Baerbock sei von einer russischen Drohne verfolgt worden, titeln die deutschen Gazetten. "Plötzlich warnte mich Baerbock vor der Russen-Drohne" überschreibt, freilich nicht mit rassistischem Unterton, die Bild-Zeitung ihren Beitrag zum Geschehen. Russen-Drohne, nicht russische Drohne, steht da. Allerdings ist die Geschichte an belegbaren Fakten extrem arm, wird in der am folgenden Tag abgehaltenen Bundespressekonferenz deutlich.
Man habe den Sicherheitskräften vor Ort vertraut, heißt es. Ob es eine große oder kleine Drohne war, weiß Christian Wagner, Sprecher des Auswärtigen Amts, nicht zu sagen. Er war nicht dabei. Zu der Frage, ob man denn die Gegenseite nicht wie üblich über den Besuch informiert habe, will er sich aus strategischen Gründen nicht äußern.
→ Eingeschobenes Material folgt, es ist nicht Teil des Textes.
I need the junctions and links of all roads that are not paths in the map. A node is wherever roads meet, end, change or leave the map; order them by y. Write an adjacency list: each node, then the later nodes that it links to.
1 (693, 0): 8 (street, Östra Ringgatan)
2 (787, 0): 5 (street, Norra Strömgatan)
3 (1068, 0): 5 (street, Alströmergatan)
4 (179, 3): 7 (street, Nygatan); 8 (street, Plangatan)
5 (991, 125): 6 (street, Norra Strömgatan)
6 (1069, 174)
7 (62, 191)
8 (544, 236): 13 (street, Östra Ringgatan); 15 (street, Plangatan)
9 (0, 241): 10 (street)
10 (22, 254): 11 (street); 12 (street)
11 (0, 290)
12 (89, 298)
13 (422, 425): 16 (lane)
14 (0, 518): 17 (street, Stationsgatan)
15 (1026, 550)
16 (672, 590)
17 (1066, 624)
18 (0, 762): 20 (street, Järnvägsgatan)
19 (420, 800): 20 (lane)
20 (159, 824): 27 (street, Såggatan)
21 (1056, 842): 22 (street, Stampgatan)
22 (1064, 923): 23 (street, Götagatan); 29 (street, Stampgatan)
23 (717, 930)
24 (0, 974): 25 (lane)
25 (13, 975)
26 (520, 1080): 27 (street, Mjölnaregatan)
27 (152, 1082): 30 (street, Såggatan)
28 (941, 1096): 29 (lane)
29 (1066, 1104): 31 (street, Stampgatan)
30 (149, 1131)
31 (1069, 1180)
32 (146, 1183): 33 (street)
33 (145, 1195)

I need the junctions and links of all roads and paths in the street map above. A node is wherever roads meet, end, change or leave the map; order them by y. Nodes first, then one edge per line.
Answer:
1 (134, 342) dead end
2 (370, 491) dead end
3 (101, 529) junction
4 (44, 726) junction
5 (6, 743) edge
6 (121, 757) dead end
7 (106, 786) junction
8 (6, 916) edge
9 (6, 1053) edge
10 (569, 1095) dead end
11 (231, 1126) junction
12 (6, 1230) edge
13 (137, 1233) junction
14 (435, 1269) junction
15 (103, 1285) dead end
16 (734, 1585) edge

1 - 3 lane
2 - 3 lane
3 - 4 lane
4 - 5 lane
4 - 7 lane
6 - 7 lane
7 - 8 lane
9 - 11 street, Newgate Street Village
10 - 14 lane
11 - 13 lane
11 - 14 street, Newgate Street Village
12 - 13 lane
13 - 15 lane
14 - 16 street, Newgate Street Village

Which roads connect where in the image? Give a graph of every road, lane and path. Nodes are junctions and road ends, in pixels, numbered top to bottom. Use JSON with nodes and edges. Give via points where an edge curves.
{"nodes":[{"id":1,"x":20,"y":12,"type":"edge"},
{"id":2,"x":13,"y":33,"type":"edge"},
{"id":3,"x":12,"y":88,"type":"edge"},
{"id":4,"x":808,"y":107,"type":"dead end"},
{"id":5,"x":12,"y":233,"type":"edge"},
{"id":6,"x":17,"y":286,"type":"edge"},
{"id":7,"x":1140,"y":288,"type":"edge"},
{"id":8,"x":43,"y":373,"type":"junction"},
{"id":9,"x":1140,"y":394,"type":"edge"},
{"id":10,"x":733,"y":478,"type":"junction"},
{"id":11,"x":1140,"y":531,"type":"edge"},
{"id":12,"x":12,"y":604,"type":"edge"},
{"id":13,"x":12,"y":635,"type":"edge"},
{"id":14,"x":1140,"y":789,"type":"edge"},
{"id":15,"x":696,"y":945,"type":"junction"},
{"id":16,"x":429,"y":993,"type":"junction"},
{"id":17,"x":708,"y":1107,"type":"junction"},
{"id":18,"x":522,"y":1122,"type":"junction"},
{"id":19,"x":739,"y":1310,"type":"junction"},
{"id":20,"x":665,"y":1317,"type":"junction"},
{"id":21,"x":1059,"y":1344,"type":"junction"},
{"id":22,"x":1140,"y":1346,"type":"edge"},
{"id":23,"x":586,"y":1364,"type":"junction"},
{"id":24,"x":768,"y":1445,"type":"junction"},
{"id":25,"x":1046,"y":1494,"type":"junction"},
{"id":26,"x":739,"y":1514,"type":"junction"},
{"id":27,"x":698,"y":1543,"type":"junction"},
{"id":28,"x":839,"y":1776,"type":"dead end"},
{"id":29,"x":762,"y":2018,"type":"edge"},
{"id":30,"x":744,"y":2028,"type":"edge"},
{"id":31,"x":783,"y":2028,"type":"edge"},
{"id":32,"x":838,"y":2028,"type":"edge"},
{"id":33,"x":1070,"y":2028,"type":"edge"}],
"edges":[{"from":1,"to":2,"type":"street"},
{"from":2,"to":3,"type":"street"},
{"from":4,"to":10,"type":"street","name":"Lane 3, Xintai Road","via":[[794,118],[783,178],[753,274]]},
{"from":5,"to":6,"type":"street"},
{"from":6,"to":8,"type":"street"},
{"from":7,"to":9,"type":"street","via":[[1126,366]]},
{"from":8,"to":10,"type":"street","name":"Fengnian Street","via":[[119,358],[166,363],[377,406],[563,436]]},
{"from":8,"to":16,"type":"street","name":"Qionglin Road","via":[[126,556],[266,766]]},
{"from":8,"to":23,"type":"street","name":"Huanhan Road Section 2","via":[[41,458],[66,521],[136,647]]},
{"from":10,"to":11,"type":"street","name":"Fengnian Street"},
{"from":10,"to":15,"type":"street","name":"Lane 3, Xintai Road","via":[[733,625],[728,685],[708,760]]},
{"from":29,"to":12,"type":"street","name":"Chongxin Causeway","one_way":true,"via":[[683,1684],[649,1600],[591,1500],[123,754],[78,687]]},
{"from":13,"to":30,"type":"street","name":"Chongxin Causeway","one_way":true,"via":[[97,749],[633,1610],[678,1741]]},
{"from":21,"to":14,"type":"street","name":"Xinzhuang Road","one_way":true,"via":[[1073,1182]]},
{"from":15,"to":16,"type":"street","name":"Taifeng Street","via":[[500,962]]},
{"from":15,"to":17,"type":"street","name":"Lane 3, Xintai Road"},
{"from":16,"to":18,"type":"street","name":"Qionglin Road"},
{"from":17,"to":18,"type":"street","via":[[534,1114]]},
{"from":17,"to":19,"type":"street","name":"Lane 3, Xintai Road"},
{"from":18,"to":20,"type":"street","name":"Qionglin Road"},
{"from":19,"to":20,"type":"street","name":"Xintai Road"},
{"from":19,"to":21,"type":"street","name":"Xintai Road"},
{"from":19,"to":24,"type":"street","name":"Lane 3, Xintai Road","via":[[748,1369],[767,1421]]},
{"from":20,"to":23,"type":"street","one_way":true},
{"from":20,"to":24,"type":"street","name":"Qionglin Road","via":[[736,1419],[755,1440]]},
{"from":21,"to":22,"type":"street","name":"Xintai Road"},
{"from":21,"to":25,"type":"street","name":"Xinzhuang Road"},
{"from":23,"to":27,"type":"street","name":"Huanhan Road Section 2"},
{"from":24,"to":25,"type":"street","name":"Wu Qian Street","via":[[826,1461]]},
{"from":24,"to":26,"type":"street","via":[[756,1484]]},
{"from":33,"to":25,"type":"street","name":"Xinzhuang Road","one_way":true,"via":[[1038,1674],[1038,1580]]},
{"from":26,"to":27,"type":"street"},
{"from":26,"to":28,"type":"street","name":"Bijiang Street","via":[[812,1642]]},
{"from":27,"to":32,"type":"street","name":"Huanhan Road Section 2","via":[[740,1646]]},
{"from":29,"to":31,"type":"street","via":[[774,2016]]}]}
Wichtig ist ihm, deutlich zu machen, dass das, was die Außenministerin persönlich erlebt habe, Alltag der Menschen vor Ort sei.
Spätestens bei diesem Satz wird die Kulisse sichtbar und das Surren der Drohne, das man angesichts der Schilderungen gerade noch im Ohr gehabt zu haben glaubte, klingt plötzlich künstlich wie Theaterdonner. Es ist nichts dran an der Geschichte. Der Beitrag auf Rossija 24 (wegen der Zensur in der EU nur mit VPN zugänglich) zerlegt die Mär vom Drohnenangriff auf Baerbock und lässt an tatsächlicher Substanz ungefähr so viel übrig, wie es auch eine genaue Überprüfung des Lebenslaufs von Baerbock ergibt. Das Wesentliche ist frei erfunden.
Nadja Aswad, Journalistin bei der Bild-Zeitung, begleitet Baerbock seit zwei Jahren. So einen Augenblick habe sie noch nie erlebt, schreibt sie in ihrem Bericht über die "Russen-Drohne", die vermutlich mehr eine "Tussen-Drohne" war – allein der Hysterie geschuldet. Worin das Besondere des Moments nun lag, erschließt sich nicht. Baerbock sitzt regelmäßig und ganz medienwirksam in Luftschutzkellern. Danach spricht sie ein paar Worte der Betroffenheit in ihr vorgehaltene Mikrofone und begründet dann, warum der eingeschlagene Kurs der richtige ist. Das gehört zur Propaganda und Inszenierung.
Sie tut es auch dieses Mal. Deutsche Waffen retten Leben, behauptet sie erneut. Der deutsche Journalismus ist in einem Zustand, dass er derartigen Blödsinn kommentarlos, ohne Widerspruch oder auch nur Nachfrage wiedergibt. Bei ihrem Besuch in Israel wurde Baerbock gleich mehrfach mit den örtlichen Bunkern vertraut gemacht, und sie nahm auch das zum Anlass, dort ihre Position deutlich zu machen. Die Hamas trägt die alleinige Verantwortung. Die dramatische Bunker-Inszenierung verstärkt die Message.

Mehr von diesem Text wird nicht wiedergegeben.